Parthenope: come finisce? La spiegazione del finale del film di Paolo Sorrentino

Tra le tantissime domande che ci si pone, a proposito di Parthenope di Paolo Sorrentino, spicca sicuramente quella relativa a come finisce il film in questione: tutto sulla sua spiegazione del finale e sul significato dell’ultima scena.
Parthenope: come finisce? La spiegazione del finale del film di Paolo Sorrentino

Articolo pubblicato il 27 Ottobre 2024 da Bruno Santini

Parthenope di Paolo Sorrentino è un film che ha fatto discutere tantissimo in virtù di numerosi elementi, che hanno interessato il lungometraggio e soprattutto il suo rapporto con lo spettatore. Il film, infatti, riflette su una serie di temi che sono stati portati sullo schermo grazie ad alcune interpretazioni – su tutte quella di Celeste Dalla Porta – e che hanno garantito quel risultato che si osserva. Naturalmente, sono tante le domande che un film del genere lascia e, tra tutte, si ragiona soprattutto a proposito del significato e della spiegazione del finale di Parthenope. Ma come finisce il film di Paolo Sorrentino? Nel comprenderlo, è importante sottolineare quale sia il significato della scena finale del film.

Come finisce Parthenope di Paolo Sorrentino: il significato della scena finale del film

Per comprendere quale sia la spiegazione del finale di Parthenope di Paolo Sorrentino, è molto importante sottolineare innanzitutto come finisce il film e quale sia il significato della scena finale. Come osservato all’interno del film, a seguito del suo costante viaggio, Parthenope giunge a Trento per diventare una docente universitaria, potenzialmente in sostituzione del suo professore Devoto Marotta.

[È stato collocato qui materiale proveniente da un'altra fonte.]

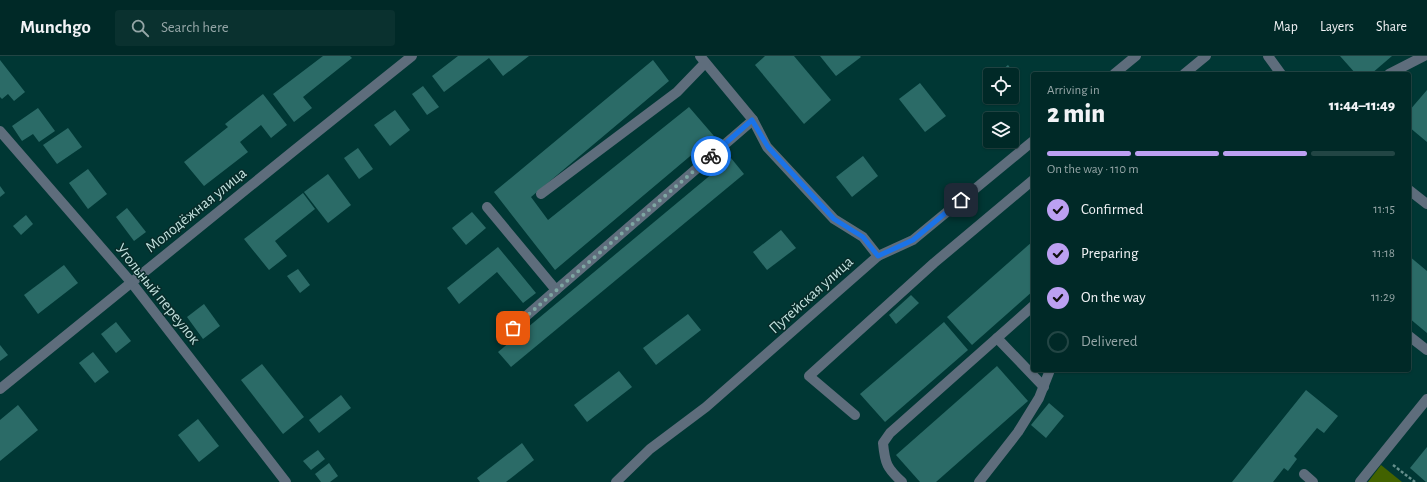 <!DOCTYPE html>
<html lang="en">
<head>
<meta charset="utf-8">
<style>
	:root { --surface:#002927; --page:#0a312f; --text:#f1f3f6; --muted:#95a6a7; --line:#224544; --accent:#bca0f2 }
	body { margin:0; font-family:"Alegreya Sans",sans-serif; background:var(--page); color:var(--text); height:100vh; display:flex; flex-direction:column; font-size:15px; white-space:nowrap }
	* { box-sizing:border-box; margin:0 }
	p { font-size:13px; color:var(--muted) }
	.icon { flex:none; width:22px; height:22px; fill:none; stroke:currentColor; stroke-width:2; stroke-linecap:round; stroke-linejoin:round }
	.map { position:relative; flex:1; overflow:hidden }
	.sheet { position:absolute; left:1031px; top:16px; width:380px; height:300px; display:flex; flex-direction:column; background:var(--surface); border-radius:4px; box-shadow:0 1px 3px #0004,0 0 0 1px var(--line) }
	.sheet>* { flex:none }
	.tools { position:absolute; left:983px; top:12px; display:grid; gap:8px }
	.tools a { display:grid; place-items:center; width:36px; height:36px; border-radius:4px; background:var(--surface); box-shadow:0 1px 3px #0004,0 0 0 1px var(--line); font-size:20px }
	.pin { position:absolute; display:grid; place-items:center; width:34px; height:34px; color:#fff; margin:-17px; border-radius:8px; box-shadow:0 2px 6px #0006 }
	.courier { position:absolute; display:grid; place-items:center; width:40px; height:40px; margin:-20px; border:3px solid #1a73e8; border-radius:50%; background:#fff; color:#222; box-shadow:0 1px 5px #0007 }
	.head em { font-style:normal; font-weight:800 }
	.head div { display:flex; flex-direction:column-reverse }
	.head { display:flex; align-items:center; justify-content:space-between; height:68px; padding:0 16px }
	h1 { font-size:26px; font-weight:800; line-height:30px }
	.bar { display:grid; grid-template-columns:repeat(4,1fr); gap:6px 4px; align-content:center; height:48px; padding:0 16px }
	.bar i { height:5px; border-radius:3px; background:var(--line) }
	.bar .current { background:var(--accent) }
	.bar p { grid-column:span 4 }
	ol { padding:0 16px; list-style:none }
	li { display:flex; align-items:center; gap:12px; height:44px }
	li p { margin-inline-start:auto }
	li .icon { padding:4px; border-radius:50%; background:var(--accent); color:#111; stroke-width:4 }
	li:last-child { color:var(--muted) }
	li i { width:22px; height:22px; border:2px solid var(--line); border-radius:50% }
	header { display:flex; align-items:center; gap:24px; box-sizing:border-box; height:56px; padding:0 20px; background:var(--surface); border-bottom:1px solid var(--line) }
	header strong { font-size:19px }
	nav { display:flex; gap:22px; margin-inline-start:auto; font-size:14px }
	.search { width:280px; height:36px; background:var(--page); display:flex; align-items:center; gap:10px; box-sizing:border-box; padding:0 14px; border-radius:4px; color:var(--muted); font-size:15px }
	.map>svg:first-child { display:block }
	.green { fill:#426200 }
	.building { fill:#2b6b67 }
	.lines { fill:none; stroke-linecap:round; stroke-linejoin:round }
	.path { stroke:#66908d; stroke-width:2.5; stroke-dasharray:3 2; stroke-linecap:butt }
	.minor { stroke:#5e6d7c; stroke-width:10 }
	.done { stroke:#7ea6a2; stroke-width:4; stroke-dasharray:0 7.2 }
	.route { stroke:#1a73e8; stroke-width:5 }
	.labels { text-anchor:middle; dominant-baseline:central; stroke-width:3; stroke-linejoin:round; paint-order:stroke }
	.street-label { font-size:16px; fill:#c2e1de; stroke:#072b29 }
</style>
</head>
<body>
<header>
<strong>Munchgo</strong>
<div class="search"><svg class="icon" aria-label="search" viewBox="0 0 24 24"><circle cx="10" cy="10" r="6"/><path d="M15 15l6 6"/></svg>Search here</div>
<nav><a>Map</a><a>Layers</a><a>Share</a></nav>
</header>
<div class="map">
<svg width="1427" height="426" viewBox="0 0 1427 426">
	<rect width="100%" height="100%" fill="#003734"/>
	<path class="green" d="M1381,409L1402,426H1368Z"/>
	<g class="building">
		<path d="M323,0H350L352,2L303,41L312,52L294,66L273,38Z"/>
		<path d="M458,0H529L503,20L489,2L444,36L432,20Z"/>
		<path d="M765,0H794L831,44L804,68L755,9Z"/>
		<path d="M820,0H860L861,1L836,20Z"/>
		<path d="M1340,0H1392L1371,18H1356Z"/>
		<path d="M0,4L25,36L14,45L8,38L2,43L0,41Z"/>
		<path d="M653,4L669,25L531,141L548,164L689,51L714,80L555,214L494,136Z"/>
		<path d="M1008,9L1017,21L1012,25V19H996Z"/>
		<path d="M920,27L946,60L925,76L899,43Z"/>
		<path d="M423,30L439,51L427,59L412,38Z"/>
		<path d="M1427,34V86L1409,71V55Z"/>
		<path d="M263,38L287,69L271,82L261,69L240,86L248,96L204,130L184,106L228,71L225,68Z"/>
		<path d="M38,52L55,75L39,86L33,78L22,85L12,70Z"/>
		<path d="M395,54L410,74L390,90L374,69Z"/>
		<path d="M68,72L82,91L57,108L43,89Z"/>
		<path d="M358,92L373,113L359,123L344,102Z"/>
		<path d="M863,100L878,120L852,141L836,121Z"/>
		<path d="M731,102L744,118L511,311L498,296Z"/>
		<path d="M88,113L107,138L88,153L69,127Z"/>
		<path d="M328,118L351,149L328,167L304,136Z"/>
		<path d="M0,130L5,137L0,141Z"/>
		<path d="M303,137L315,153L275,185L287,200L269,214L244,183Z"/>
		<path d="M127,152L146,176L134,185L116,161Z"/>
		<path d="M472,156L486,172L466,189L452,172Z"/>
		<path d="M26,159L33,168L21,179L13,170Z"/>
		<path d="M781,174L796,192L767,214L753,196Z"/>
		<path d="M1033,185V235L972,289L947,261Z"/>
		<path d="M498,191L536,237L523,247L497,216L459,248L447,232Z"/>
		<path d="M1409,200L1427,215V277L1409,262Z"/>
		<path d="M64,209L78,227L38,258L24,239Z"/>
		<path d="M298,213L310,229L300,237L287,220Z"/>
		<path d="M911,239L919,247L896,268L889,259Z"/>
		<path d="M204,248L220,270L203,283L187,261Z"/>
		<path d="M688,258L701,274L656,309L643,292Z"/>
		<path d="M116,266L131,285L116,297L101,278Z"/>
		<path d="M944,266L968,294L885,366L860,338Z"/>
		<path d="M0,289L8,299L0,305Z"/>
		<path d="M93,296L109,316L95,327L79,307Z"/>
		<path d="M262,308L304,361L283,378L241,324Z"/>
		<path d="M997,310L1028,345L936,426H920L896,399Z"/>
		<path d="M619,315L632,331L587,366L574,349Z"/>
		<path d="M1306,334L1338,360L1324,377L1317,372L1294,400L1297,403L1288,415L1284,412L1273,426H1232Z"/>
		<path d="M341,339L351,352L319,377L309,364Z"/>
		<path d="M1049,347L1064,360L1046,382L1031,369Z"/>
		<path d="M18,349L38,374L0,405V364Z"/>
		<path d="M198,363L219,390L199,406L178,379Z"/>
		<path d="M522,387L534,404L506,426H480L477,422Z"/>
		<path d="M1427,391V426H1426L1410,412Z"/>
		<path d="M318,394L325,403L311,414L303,405Z"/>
		<path d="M329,407L338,420L330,426H321L315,418Z"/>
	</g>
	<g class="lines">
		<path class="path" d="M1393,409L1415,426"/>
		<g class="minor">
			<path d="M700,0L753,64L767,91L834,163L863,181L878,200"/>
			<path d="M1268,0L1281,18"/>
			<path d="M1114,18L1136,0"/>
			<path d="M1184,18L1206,0"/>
			<path d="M1389,18L1424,0"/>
			<path d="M0,75L131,226L286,426"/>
			<path d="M1409,134L1427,148"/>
			<path d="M541,138L677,36L705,7"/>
			<path d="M487,151L556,234L753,64"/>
			<path d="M1409,280L1427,294"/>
			<path d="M502,281L556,234"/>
			<path d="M997,282L1044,331"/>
			<path d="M0,333L296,93L412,0"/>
			<path d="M855,359L809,320L934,207L1033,124"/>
			<path d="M1304,418L1313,426"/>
			<path d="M616,426L650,393L706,351L878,200L913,184L1033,85"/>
			<path d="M902,426C887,412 885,408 883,387L890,377L1033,250"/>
			<path d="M979,426L1018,376L1039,342L1050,314"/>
			<path d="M1360,426L1427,343"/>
		</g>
	</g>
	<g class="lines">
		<path class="done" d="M513,272L711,100"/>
		<path class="route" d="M711,100L752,64L768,91L834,163L863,181L878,200L913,184L961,144"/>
	</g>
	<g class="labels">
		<g class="street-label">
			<text transform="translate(196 154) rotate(-39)">Молодёжная улица</text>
			<text transform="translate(158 238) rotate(51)">Угольный переулок</text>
			<text transform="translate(811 239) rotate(-42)">Путейская улица</text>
		</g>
	</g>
</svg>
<div class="tools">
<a><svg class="icon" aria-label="locate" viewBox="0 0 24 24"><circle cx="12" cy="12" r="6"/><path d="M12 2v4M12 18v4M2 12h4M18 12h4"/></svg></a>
<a><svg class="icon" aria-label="layers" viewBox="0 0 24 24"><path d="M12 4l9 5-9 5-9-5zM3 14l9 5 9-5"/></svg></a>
</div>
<div class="pin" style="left:513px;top:272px;background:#ea580c"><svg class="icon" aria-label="bag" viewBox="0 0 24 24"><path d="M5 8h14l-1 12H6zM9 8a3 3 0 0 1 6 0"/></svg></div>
<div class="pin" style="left:961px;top:144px;background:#1f2937"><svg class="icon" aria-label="home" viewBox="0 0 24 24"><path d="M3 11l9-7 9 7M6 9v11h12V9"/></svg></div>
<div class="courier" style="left:711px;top:100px"><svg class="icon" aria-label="bike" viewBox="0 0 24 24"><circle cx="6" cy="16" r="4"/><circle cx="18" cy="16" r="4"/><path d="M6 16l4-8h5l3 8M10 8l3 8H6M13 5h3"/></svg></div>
<section class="sheet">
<div class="head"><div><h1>2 min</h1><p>Arriving in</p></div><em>11:44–11:49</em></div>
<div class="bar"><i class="current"></i><i class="current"></i><i class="current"></i><i></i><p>On the way · 110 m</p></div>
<ol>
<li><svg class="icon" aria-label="check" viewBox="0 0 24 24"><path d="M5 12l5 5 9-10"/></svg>Confirmed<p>11:15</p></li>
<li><svg class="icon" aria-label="check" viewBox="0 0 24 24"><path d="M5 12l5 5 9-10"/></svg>Preparing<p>11:18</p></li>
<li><svg class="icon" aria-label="check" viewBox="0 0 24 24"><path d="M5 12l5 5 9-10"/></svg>On the way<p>11:29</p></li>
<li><i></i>Delivered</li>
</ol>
</section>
</div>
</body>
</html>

La rappresentazione di Parthenope adulta è importante, soprattutto perché – a distanza di 40 anni dalla rappresentazione degli anni ’70 che viene offerta nel film – la donna può rispondere a quella domanda che viene spesso posta nel film: a che costa stai pensando? La risposta appare chiara ed è il motivo su cui regge tutto il film, e che permette allo stesso Sorrentino di ragionare proprio come un archeologo: come spiega Marotta alla sua studentessa, prima che lei parta, “l’archeologia è vedere”. Un qualcosa di semplice, ma allo stesso tempo una conquista che arriva soltanto alla fine della vita, quando ci si spoglia di futili emozioni, desideri e pensieri di cui si è pieni durante la giovinezza: soltanto da adulta, allora, Parthenope potrà capire e vedere ciò che aveva soltanto guardato per tutta la vita.

La spiegazione del finale di Parthenope di Paolo Sorrentino

Avendo sottolineato quale sia il significato delle scene finali del film, è possibile procedere con la spiegazione del finale di Parthenope di Paolo Sorrentino. Come è stato possibile osservare, il film in questione riflette su una serie di temi che sono legati alla gioventù e, soprattutto, al sentimento che deriva da questa; per questo motivo, riflettere a proposito del passato e di quelle scelte che sono state compiute durante la giovinezza, da parte della Parthenope adulta, è un modo anche per riqualificare se stessa e il suo rapporto con la realtà napoletana. Un po’ come Greta Cool, in effetti, Parthenope era stata molto critica nei confronti della città di Napoli e del popolo napoletano, ritenendolo caotico e imperfetto e decidendo di vivere a Trento per 40 anni, nonostante potesse tornare a insegnare archeologia al Sud in sostituzione del suo professore, Devoto Marotta.

Quando, tornando finalmente a Napoli, osserva i festeggiamenti per la vittoria dello scudetto, capisce: c’è da dire che la bellezza di un popolo esultante era stata già raccontata da Paolo Sorrentino in È stata la mano di Dio, e che la figura di Maradona era stata citata dallo stesso Sorrentino agli Oscar, accanto ai Talking Heads e a Fellini, nel suo discorso di ringraziamento per la statuetta ottenuta. Ancora una volta Napoli, i napoletani e la profonda radice culturale – questa volta legata al calcio – rappresentano un motivo di genuinità, di sincerità che viene ritrovata da quella Parthenope ormai adulta che, ritornando a Napoli, può finalmente tirare un sospiro di sollievo osservando tutto ciò a cui ha rinunciato per 40 anni. Nel suo sguardo non c’è più critica ma ammirazione, alla maniera di quel “Napul è” di Pino Daniele (non a caso canzone finale di È stata la mano di Dio) che, dopo aver elencato tutti i difetti della città, ne elogia la sua magica e irrinunciabile bellezza.